A dict that maps output indices to the input indices of which they are a view.

Examples

view_map = {0: [1]} # first output is a view of second input
view_map = {1: [0]} # second output is a view of first input
aesara.compile.ops.as_op(itypes, otypes, infer_shape=None)[source]

Decorator that converts a function into a basic Aesara op that will call the supplied function as its implementation.

It takes an optional infer_shape parameter that should be a callable with this signature:

def infer_shape(fgraph, node, input_shapes):
… return output_shapes

Here input_shapes and output_shapes are lists of tuples that represent the shape of the corresponding inputs/outputs.

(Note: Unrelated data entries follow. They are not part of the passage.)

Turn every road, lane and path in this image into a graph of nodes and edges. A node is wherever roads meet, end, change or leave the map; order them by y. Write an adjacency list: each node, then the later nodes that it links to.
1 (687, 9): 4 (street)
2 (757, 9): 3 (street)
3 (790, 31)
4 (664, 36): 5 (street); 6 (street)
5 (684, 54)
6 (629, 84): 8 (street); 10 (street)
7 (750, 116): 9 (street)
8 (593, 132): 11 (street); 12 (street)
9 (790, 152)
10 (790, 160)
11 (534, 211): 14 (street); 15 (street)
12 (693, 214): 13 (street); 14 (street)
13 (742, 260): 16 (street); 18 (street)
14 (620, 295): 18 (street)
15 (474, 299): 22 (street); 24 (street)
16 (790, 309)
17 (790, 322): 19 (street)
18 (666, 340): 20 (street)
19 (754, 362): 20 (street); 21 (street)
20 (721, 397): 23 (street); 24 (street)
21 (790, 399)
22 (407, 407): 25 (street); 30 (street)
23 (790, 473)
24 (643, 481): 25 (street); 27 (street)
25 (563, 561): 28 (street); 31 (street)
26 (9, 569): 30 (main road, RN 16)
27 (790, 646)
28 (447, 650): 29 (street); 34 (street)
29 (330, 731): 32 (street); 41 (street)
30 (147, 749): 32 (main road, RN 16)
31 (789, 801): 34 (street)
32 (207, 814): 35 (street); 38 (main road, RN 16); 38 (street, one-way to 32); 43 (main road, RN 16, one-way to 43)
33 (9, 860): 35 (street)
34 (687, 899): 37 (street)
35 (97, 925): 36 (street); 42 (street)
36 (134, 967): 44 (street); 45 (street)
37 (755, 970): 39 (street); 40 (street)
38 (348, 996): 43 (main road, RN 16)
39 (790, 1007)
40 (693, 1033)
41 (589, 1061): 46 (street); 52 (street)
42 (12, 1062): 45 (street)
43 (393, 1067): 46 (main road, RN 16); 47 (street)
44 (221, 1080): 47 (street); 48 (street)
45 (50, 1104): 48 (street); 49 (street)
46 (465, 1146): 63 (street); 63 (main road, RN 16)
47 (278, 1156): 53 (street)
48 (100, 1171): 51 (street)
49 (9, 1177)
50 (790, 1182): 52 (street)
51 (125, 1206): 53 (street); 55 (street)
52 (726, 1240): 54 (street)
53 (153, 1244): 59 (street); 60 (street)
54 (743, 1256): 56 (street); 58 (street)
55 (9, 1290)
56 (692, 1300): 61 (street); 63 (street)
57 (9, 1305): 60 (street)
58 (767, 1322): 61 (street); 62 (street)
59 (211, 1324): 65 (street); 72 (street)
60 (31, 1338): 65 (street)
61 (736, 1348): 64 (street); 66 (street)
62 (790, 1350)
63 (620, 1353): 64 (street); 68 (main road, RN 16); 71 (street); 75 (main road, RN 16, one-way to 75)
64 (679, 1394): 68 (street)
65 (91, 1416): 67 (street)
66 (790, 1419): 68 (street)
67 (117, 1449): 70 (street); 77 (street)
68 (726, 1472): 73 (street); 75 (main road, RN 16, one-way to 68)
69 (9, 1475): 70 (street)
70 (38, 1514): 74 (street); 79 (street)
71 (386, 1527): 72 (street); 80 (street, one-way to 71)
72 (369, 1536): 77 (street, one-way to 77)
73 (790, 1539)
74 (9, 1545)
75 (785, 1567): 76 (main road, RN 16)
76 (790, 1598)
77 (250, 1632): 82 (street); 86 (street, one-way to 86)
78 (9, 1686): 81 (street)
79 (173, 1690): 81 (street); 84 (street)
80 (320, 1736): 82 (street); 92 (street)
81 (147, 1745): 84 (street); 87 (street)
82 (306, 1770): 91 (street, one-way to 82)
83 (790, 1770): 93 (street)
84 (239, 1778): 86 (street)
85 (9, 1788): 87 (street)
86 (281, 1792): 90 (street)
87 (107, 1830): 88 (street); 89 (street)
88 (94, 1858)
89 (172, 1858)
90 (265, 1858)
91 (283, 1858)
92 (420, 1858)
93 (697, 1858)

This should not be used when performance is a concern since the very basic nature of the resulting Op may interfere with certain graph optimizations.

Examples

@as_op(itypes=[aesara.tensor.fmatrix, aesara.tensor.fmatrix],
otypes=[aesara.tensor.fmatrix])
def numpy_dot(a, b):
return numpy.dot(a, b)
aesara.compile.ops.register_deep_copy_op_c_code(typ, code, version=())[source]

Tell DeepCopyOp how to generate C code for an Aesara Type.

Parameters:
  • typ (Aesara type) – It must be the Aesara class itself and not an instance of the class.
  • code (C code) – Deep copies the Aesara type ‘typ’. Use %(iname)s and %(oname)s for the input and output C variable names respectively.
  • version – A number indicating the version of the code, for cache.
aesara.compile.ops.register_view_op_c_code(type, code, version=())[source]

Tell ViewOp how to generate C code for an Aesara Type.

Parameters:
  • type (Aesara type) – It must be the Aesara class itself and not an instance of the class.
  • code (C code) – Returns a view for the Aesara type ‘type’. Use %(iname)s and %(oname)s for the input and output C variable names respectively.
  • version – A number indicating the version of the code, for cache.